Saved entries
........

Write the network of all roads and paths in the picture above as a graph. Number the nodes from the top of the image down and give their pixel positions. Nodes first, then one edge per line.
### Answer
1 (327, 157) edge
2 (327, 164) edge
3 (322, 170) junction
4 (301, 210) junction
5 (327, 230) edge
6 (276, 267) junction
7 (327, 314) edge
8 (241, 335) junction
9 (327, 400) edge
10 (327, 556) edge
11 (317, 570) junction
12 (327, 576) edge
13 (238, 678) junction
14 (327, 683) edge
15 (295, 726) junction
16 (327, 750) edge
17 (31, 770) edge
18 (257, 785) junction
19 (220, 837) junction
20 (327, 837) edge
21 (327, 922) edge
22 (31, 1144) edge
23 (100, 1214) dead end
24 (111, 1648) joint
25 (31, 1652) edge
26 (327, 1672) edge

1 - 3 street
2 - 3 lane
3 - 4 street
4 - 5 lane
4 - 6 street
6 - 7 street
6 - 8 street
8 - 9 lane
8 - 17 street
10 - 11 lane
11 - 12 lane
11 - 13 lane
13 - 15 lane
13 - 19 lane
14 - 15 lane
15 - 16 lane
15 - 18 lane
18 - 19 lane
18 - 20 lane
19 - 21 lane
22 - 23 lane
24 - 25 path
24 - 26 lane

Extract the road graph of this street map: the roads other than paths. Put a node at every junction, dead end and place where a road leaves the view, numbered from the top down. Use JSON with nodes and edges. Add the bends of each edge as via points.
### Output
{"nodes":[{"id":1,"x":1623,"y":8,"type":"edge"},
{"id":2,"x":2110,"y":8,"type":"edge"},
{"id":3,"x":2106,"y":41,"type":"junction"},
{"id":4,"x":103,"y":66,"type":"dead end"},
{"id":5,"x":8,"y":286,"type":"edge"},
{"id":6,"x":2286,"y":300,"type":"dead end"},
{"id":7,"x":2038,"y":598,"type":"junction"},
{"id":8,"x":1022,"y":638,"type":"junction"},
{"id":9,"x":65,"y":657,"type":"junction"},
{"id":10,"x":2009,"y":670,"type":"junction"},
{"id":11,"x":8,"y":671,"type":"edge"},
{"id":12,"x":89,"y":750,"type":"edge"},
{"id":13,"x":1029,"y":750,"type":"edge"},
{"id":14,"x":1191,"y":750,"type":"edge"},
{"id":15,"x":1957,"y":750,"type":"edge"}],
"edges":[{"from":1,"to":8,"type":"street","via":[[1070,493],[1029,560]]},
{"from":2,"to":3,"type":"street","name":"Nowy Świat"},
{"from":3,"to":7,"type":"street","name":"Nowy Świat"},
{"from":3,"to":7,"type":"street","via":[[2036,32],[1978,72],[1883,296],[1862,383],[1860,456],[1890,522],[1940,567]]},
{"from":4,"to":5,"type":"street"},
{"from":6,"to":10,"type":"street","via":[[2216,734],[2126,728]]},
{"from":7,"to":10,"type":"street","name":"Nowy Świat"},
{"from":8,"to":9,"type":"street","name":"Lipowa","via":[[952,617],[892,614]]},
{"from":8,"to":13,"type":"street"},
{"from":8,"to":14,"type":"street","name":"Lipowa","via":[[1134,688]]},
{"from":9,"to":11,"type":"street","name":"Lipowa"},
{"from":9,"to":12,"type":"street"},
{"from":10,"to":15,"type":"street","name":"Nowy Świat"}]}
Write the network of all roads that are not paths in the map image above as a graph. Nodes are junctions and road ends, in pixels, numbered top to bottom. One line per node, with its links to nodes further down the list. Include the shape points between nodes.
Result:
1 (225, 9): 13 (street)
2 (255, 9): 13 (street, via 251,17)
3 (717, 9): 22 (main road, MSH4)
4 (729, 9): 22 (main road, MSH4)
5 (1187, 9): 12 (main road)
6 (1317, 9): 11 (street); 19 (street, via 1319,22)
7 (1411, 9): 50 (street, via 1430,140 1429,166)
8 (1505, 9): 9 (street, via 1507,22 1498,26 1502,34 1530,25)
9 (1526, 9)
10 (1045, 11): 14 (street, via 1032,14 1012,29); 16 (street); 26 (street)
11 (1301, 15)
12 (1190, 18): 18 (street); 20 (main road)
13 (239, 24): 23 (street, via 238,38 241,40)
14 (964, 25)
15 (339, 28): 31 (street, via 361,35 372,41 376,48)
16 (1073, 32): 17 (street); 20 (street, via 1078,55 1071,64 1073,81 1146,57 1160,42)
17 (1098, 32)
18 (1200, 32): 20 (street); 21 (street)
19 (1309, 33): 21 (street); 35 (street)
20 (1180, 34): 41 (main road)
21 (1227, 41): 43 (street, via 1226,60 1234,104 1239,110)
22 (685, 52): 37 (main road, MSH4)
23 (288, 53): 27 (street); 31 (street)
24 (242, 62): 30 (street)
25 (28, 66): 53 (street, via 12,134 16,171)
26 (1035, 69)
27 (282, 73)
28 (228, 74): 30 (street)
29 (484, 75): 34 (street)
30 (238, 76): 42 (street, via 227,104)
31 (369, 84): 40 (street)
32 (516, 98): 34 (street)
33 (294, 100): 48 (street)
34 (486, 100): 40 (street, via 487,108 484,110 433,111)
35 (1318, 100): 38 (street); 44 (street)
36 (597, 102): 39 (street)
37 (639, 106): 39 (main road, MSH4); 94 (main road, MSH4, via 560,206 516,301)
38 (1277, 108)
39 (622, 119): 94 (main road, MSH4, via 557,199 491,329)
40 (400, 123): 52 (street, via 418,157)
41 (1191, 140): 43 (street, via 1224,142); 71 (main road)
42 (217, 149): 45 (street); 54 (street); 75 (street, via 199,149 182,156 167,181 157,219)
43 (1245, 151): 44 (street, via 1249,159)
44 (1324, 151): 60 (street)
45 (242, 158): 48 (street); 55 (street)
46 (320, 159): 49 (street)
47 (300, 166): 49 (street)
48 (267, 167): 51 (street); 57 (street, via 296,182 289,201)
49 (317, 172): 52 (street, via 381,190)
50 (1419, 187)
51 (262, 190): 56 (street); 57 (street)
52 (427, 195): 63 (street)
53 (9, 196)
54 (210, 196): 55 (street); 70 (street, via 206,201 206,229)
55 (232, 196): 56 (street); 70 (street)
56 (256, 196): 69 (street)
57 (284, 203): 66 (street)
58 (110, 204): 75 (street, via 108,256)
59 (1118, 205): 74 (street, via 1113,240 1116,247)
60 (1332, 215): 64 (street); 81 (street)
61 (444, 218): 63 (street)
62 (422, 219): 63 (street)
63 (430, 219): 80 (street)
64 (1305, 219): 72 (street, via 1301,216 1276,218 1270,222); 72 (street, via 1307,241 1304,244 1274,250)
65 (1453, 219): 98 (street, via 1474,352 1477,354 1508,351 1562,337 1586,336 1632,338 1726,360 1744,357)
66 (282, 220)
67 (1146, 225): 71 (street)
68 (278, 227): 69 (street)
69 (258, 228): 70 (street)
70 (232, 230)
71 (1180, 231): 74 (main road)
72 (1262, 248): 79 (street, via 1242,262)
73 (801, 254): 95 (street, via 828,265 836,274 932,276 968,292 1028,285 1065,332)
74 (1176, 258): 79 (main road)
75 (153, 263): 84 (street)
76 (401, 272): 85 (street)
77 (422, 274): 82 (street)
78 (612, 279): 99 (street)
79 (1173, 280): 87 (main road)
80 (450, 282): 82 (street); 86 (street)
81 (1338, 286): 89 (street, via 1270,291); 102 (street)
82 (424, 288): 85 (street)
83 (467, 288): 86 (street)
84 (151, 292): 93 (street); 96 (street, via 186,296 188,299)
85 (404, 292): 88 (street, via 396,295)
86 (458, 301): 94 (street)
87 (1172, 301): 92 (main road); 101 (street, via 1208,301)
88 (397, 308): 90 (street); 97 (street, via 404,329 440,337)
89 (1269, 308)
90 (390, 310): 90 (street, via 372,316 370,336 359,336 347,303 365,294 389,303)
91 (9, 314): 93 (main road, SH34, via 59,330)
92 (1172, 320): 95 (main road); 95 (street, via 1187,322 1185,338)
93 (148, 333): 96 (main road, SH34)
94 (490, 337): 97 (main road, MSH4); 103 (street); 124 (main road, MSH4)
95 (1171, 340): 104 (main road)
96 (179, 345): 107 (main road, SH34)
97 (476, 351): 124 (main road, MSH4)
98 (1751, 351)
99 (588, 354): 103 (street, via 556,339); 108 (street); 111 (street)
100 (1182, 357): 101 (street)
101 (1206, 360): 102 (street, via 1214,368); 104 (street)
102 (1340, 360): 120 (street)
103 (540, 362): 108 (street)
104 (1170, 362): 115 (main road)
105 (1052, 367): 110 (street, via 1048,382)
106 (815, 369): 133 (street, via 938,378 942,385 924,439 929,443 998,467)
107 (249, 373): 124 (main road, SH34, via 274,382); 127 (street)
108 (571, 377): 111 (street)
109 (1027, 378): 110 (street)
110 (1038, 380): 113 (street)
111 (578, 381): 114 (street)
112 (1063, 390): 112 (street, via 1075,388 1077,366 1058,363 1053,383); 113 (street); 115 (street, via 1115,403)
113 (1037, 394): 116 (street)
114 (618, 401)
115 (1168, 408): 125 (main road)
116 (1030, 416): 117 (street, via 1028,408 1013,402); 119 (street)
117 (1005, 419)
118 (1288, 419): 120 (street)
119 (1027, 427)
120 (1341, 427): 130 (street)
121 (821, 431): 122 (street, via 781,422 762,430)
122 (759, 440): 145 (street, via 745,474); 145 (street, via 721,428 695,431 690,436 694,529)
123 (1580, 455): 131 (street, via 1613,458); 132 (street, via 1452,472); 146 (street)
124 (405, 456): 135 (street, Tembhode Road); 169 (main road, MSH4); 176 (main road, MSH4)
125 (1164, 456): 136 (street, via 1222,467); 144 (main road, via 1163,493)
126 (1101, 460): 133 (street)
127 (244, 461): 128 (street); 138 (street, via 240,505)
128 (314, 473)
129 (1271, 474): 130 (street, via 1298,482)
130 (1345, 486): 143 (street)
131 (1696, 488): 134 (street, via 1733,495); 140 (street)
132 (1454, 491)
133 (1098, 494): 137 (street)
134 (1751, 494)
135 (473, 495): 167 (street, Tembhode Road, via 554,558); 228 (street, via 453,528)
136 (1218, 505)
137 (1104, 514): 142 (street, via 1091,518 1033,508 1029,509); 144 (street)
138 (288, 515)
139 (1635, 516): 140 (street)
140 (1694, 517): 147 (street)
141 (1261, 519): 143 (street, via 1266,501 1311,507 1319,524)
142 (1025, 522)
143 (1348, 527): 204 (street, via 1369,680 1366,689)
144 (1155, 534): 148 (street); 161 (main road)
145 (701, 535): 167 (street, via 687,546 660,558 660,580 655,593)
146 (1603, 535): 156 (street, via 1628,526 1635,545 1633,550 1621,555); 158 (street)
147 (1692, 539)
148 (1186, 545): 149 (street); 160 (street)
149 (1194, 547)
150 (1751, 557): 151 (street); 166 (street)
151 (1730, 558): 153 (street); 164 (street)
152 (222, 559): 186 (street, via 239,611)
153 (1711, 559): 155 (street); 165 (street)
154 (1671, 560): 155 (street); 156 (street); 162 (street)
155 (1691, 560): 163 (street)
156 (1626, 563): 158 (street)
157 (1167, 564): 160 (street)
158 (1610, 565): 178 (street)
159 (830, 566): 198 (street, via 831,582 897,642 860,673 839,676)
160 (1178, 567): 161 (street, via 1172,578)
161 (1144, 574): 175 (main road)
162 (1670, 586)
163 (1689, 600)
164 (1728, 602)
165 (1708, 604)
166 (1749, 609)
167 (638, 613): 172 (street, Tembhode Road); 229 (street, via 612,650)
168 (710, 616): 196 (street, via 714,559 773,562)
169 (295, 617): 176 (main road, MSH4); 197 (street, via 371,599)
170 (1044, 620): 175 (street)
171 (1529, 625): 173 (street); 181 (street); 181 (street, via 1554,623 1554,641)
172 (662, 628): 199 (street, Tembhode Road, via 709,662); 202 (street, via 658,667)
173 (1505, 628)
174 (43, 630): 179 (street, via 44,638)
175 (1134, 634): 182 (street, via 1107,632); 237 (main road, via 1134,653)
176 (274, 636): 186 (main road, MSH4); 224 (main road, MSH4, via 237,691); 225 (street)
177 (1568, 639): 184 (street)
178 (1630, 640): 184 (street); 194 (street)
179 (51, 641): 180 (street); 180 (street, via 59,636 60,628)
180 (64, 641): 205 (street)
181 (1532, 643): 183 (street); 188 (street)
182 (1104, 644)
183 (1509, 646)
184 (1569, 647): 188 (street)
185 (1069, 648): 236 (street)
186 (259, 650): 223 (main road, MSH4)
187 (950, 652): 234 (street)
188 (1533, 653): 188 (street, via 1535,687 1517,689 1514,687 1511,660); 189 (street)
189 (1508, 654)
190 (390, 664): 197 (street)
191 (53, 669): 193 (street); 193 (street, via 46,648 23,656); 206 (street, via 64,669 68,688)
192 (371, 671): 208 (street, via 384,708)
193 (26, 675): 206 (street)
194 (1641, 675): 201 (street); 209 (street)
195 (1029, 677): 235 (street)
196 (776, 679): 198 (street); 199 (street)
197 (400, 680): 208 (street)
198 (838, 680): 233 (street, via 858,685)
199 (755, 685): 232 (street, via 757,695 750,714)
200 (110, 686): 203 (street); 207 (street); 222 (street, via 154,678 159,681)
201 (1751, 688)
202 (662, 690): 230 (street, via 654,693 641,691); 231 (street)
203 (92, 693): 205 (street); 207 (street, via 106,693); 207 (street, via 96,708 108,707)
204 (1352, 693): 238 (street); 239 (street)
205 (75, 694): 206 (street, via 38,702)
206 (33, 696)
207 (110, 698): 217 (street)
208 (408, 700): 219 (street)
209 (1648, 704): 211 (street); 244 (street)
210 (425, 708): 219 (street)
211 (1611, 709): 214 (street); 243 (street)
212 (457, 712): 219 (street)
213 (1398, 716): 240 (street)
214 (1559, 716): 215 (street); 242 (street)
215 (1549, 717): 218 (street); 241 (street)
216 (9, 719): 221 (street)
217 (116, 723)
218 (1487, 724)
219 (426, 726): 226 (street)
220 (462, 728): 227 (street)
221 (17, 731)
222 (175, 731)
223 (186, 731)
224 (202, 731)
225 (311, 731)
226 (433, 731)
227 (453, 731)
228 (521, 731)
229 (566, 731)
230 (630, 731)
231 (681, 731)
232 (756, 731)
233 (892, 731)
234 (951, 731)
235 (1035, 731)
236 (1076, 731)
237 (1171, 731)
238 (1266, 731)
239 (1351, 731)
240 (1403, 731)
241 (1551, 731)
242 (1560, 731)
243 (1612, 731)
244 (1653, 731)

........

Lines from the top of the entries above to the line that contains "Extract the road" should be set down exactly, please, with both ends kept and nothing added.

### YOUR SOLUTION:
Write the network of all roads and paths in the picture above as a graph. Number the nodes from the top of the image down and give their pixel positions. Nodes first, then one edge per line.
### Answer
1 (327, 157) edge
2 (327, 164) edge
3 (322, 170) junction
4 (301, 210) junction
5 (327, 230) edge
6 (276, 267) junction
7 (327, 314) edge
8 (241, 335) junction
9 (327, 400) edge
10 (327, 556) edge
11 (317, 570) junction
12 (327, 576) edge
13 (238, 678) junction
14 (327, 683) edge
15 (295, 726) junction
16 (327, 750) edge
17 (31, 770) edge
18 (257, 785) junction
19 (220, 837) junction
20 (327, 837) edge
21 (327, 922) edge
22 (31, 1144) edge
23 (100, 1214) dead end
24 (111, 1648) joint
25 (31, 1652) edge
26 (327, 1672) edge

1 - 3 street
2 - 3 lane
3 - 4 street
4 - 5 lane
4 - 6 street
6 - 7 street
6 - 8 street
8 - 9 lane
8 - 17 street
10 - 11 lane
11 - 12 lane
11 - 13 lane
13 - 15 lane
13 - 19 lane
14 - 15 lane
15 - 16 lane
15 - 18 lane
18 - 19 lane
18 - 20 lane
19 - 21 lane
22 - 23 lane
24 - 25 path
24 - 26 lane

Extract the road graph of this street map: the roads other than paths. Put a node at every junction, dead end and place where a road leaves the view, numbered from the top down. Use JSON with nodes and edges. Add the bends of each edge as via points.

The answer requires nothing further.